Nvidia debuts Rubin CPX for massive-context inference

Nvidia has announced Nvidia Rubin CPX, a new class of GPU purpose-built for massive-context processing. This enables AI systems to handle million-token software coding and generative video with groundbreaking speed and efficiency.

Rubin CPX works hand in hand with Nvidia Vera CPUs and Rubin GPUs inside the new Nvidia Vera Rubin NVL144 CPX platform. This integrated Nvidia MGX system packs 8 exaflops of AI compute to provide 7,5x more AI performance than Nvidia GB300 NVL72 systems, as well as 100TB of fast memory and 1,7 petabytes per second of memory bandwidth in a single rack.

A dedicated Rubin CPX compute tray will also be offered for customers looking to reuse existing Vera Rubin NVL144 systems.

“The Vera Rubin platform will mark another leap in the frontier of AI computing — introducing both the next-generation Rubin GPU and a new category of processors called CPX,” says Jensen Huang, founder and CEO of Nvidia. “Just as RTX revolutionised graphics and physical AI, Rubin CPX is the first CUDA GPU purpose-built for massive-context AI, where models reason across millions of tokens of knowledge at once.”

Built on the Nvidia Rubin architecture, the Rubin CPX GPU uses a cost‑efficient, monolithic die design packed with powerful NVFP4 computing resources and is optimized to deliver extremely high performance and energy efficiency for AI inference tasks.

Rubin CPX delivers up to 30 petaflops of compute with NVFP4 precision for the highest performance and accuracy. It features 128GB of cost-efficient GDDR7 memory to accelerate the most demanding context-based workloads.

In addition, it delivers 3x faster attention capabilities compared with Nvidia GB300 NVL72 systems — boosting an AI model’s ability to process longer context sequences without a drop in speed.

Rubin CPX is offered in multiple configurations, including the Vera Rubin NVL144 CPX, that can be combined with the Nvidia Quantum‑X800 InfiniBand scale-out compute fabric or the Nvidia Spectrum-X Ethernet networking platform with Nvidia Spectrum-XGS Ethernet technology and Nvidia ConnectX-9 SuperNICs. Vera Rubin NVL144 CPX enables companies to monetise quickly, with $5-billion in token revenue for every $100-million invested.

Nvidia Rubin CPX will be supported by the complete Nvidia AI stack — from accelerated infrastructure to enterprise‑ready software. The Nvidia Dynamo platform efficiently scales AI inference, dramatically boosting throughput while cutting response times and model serving costs.

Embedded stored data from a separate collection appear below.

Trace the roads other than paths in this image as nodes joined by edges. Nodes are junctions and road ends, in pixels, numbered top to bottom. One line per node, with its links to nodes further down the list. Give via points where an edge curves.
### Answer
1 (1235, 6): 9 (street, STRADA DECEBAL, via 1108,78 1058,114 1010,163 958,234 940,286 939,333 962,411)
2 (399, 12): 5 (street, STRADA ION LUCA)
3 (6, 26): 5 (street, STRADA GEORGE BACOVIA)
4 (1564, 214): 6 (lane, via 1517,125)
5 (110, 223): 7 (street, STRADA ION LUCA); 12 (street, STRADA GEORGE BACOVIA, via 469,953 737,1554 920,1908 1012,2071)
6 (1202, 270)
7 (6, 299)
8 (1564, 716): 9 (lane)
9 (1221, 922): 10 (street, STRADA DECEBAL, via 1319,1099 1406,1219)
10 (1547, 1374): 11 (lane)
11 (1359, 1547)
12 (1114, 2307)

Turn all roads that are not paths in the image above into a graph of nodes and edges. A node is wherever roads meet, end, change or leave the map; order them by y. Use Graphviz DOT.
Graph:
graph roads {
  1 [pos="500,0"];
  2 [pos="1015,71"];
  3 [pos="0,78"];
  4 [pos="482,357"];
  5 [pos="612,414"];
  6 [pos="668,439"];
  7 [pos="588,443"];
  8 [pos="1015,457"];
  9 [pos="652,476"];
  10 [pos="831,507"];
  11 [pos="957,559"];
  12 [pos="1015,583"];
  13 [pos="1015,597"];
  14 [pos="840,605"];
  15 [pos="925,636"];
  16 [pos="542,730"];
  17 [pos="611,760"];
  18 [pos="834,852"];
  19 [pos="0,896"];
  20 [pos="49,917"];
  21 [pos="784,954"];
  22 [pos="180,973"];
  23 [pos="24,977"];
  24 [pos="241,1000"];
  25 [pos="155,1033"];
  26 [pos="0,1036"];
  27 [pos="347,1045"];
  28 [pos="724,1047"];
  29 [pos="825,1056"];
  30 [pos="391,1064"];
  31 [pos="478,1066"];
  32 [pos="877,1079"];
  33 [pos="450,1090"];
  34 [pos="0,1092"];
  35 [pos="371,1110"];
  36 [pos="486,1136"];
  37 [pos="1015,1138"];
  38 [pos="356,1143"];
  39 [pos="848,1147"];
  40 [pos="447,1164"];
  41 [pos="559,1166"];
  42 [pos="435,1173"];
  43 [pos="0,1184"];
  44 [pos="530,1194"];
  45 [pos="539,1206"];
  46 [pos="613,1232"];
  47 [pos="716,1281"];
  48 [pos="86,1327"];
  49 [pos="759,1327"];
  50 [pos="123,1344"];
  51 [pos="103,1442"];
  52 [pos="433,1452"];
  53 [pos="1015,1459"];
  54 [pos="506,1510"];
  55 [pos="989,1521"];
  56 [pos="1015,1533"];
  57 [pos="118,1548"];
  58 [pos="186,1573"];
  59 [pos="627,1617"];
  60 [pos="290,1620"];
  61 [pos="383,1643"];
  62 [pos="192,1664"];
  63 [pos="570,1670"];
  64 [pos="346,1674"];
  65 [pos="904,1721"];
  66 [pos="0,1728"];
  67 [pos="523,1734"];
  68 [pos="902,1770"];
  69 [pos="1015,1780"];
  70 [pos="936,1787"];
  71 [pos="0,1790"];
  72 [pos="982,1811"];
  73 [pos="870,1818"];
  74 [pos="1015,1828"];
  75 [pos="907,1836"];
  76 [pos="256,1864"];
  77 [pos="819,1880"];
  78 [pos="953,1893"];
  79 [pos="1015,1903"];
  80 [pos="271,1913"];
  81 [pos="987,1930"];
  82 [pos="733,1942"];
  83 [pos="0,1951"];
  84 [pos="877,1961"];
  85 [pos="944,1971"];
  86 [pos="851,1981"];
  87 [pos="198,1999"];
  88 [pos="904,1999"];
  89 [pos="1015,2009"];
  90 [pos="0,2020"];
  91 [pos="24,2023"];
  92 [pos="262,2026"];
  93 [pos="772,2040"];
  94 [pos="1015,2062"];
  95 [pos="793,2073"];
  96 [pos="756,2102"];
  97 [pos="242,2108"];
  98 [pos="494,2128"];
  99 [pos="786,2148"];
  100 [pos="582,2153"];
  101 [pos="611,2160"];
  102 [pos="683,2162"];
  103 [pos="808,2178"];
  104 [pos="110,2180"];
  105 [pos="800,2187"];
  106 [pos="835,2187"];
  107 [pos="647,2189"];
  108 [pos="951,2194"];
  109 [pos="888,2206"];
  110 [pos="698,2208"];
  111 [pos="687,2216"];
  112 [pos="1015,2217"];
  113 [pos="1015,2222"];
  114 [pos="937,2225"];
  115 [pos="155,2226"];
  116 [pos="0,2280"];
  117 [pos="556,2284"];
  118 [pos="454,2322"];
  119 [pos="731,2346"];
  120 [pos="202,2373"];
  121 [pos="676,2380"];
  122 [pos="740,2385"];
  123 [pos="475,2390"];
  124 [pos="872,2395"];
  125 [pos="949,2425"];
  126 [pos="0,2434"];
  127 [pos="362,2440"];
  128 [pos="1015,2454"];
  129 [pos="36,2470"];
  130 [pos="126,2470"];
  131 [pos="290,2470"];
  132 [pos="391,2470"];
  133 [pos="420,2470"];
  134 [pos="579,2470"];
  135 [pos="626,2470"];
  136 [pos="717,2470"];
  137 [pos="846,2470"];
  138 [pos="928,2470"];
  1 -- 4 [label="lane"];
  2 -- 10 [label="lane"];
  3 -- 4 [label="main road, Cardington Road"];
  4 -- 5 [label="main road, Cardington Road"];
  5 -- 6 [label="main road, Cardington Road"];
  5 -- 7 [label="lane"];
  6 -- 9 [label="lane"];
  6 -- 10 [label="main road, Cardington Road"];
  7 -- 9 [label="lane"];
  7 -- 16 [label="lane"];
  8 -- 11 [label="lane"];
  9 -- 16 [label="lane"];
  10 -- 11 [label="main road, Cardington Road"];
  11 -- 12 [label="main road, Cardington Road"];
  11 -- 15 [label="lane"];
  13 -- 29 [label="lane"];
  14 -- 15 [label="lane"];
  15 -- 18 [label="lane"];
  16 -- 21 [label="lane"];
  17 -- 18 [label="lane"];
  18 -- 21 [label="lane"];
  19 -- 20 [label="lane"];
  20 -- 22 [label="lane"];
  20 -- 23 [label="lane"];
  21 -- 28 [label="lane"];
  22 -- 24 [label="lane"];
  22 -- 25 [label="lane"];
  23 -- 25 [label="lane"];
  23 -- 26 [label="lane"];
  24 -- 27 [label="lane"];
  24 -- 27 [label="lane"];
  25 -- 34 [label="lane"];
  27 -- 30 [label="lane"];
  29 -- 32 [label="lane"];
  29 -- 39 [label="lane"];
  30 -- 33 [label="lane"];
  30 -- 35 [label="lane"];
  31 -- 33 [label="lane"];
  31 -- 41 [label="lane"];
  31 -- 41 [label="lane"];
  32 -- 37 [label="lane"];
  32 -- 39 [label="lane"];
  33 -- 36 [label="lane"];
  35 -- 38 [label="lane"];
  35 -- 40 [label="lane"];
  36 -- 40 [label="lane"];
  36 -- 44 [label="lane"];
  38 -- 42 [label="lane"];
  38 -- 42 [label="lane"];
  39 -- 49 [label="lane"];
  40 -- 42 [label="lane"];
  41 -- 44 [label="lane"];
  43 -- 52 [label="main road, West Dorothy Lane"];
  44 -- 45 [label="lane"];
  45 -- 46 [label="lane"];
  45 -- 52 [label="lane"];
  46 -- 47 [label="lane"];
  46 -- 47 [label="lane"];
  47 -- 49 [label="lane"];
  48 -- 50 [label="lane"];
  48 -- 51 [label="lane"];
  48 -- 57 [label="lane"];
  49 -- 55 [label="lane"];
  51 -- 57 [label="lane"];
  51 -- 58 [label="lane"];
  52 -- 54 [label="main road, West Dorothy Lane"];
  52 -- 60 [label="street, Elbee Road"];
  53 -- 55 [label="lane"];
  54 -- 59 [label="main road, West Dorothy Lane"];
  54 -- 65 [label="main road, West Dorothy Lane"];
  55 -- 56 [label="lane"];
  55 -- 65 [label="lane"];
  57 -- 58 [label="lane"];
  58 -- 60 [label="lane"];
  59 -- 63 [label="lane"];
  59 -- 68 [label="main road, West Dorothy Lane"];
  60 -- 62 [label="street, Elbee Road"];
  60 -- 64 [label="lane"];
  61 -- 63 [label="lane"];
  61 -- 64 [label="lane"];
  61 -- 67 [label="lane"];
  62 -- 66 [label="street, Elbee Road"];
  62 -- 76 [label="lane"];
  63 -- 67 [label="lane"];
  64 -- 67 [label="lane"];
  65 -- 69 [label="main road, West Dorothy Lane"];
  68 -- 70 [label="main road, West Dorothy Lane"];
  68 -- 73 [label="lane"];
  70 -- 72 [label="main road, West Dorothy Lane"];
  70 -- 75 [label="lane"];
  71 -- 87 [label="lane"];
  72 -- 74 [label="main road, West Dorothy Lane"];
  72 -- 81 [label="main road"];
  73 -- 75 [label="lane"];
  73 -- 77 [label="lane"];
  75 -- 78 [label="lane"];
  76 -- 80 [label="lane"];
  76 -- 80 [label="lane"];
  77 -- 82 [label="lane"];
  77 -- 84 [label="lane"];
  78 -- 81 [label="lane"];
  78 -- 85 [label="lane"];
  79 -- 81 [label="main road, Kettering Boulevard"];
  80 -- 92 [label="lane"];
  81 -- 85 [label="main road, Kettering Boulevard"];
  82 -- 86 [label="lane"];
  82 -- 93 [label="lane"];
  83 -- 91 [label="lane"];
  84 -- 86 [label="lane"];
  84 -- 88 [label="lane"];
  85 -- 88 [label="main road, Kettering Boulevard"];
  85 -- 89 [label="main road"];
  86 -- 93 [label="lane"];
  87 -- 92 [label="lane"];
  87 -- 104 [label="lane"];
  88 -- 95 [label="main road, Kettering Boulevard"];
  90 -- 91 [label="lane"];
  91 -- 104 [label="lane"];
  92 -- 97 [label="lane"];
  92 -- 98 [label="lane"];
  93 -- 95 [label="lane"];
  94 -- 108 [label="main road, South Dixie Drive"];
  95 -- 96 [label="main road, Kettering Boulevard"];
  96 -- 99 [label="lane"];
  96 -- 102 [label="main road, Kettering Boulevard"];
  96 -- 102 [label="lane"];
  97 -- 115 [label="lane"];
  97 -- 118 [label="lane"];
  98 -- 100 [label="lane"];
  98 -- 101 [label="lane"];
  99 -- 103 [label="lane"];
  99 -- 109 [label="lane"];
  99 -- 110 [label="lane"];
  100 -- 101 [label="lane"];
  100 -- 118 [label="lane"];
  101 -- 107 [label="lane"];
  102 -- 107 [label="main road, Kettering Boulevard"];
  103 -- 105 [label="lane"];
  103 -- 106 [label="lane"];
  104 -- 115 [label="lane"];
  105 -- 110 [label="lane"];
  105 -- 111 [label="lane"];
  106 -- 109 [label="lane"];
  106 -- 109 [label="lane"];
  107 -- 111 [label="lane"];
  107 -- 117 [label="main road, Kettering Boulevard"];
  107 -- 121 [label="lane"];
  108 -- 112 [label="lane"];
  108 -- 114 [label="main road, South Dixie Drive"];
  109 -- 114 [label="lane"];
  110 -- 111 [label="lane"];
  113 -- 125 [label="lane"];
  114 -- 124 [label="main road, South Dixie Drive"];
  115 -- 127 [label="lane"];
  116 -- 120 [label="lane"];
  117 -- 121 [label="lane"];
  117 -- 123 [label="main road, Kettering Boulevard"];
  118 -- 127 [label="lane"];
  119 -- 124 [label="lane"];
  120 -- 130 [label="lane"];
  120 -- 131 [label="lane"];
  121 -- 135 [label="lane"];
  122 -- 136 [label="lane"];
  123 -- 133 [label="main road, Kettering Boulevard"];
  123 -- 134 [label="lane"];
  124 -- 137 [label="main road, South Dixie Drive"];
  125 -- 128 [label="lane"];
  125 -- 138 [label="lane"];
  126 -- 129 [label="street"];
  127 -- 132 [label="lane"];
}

The processors will be able to run the latest in the Nvidia Nemotron family of multimodal models that provide reasoning for enterprise-ready AI agents. For production-grade AI, Nemotron models can be delivered with Nvidia AI Enterprise, a software platform that includes Nvidia NIM microservices as well as AI frameworks, libraries and tools that enterprises can deploy on Nvidia-accelerated clouds, data centres and workstations.